Biography
Larry Patrick Levis was born in Fresno, California on September 30, 1946. He was the youngest of four children born to William Kent Levis and Carol Mayo Levis. William Levis was a grape grower, and his son Larry grew up helping his father and the farm workers on the family farm in Selma, California.
Levis earned a bachelor’s degree from Fresno State College (now California State University) in 1968 where he studied under Philip Levine. He earned a masters degree from Syracuse University (1970), and a Ph.D. from the University of Iowa (1974).
Levis first book of poems, Wrecking Crew (1972) won the United States Award from the International Poetry Forum. His second book, The Afterlife (1977) was named by the Academy of American Poets as the Lamont Poetry Selection. The Dollmaker's Ghost (1981), was a winner of the Open Competition of the National Poetry Series. Other awards included a YM-YWHA Discovery award, three fellowships in poetry from the National Endowment for the Arts, a Fulbright Fellowship, and a 1982 Guggenheim Fellowship.

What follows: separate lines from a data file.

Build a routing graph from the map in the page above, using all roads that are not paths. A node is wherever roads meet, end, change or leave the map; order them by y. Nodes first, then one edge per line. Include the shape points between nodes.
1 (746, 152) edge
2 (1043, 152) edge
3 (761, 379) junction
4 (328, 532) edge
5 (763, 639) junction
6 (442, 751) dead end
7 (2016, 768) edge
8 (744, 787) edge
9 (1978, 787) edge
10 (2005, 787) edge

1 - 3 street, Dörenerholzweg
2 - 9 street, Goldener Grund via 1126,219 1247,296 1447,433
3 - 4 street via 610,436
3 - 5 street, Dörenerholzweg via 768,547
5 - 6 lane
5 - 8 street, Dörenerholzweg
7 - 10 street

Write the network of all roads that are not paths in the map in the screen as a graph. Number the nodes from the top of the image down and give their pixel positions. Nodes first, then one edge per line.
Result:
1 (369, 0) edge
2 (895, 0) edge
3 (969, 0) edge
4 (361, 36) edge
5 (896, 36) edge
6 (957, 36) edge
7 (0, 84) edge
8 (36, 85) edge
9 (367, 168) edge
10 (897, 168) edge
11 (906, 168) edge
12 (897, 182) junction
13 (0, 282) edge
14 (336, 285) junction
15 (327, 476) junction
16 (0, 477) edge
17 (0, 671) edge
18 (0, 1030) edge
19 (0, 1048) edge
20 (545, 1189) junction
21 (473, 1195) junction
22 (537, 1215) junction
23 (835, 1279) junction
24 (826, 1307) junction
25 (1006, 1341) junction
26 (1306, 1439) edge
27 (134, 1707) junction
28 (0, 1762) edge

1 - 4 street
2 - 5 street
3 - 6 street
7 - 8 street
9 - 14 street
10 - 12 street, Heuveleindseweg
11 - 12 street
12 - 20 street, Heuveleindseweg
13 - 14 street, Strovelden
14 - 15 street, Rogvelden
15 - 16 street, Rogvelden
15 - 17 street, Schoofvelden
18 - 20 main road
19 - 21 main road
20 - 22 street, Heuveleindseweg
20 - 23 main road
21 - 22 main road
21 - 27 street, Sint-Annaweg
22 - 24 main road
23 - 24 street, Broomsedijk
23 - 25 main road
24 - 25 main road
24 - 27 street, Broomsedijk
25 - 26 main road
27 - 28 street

The University of Pittsburg Press released his fourth book of poems, Winter Stars, in 1985. His fifth book of poems, The Widening Spell of the Leaves was published in 1991. A work of short prose pieces, Black Freckles, came out in 1992.
Levis taught English at the University of Missouri (1974-1980) then, from 1980 to 1992, he was an associate professor at the University of Utah where he directed the creative writing program. From 1992 until his death in 1996, he was a professor of English at Virginia Commonwealth University. Levis was also a faculty member of the Warren Wilson College master of fine arts Creative Writing Program.
Levis died in his Richmond home on May 8, 1996, at the age of 49. A posthumous collection, Elegy (University of Pittsburgh Press), edited by Philip Levine, was published in 1997, and The Darkening Trapeze: Last Poems (Graywolf Press), edited by David St. John, was published in 2016.
Each year Virginia Commonwealth University honors the memory of Larry Levis by awarding the Levis Reading Prize. This prize is awarded to a poetry collection published in North America in the previous calendar year. The winner receives an honorarium of $5000 and is invited, expenses paid, to Richmond to present a public reading.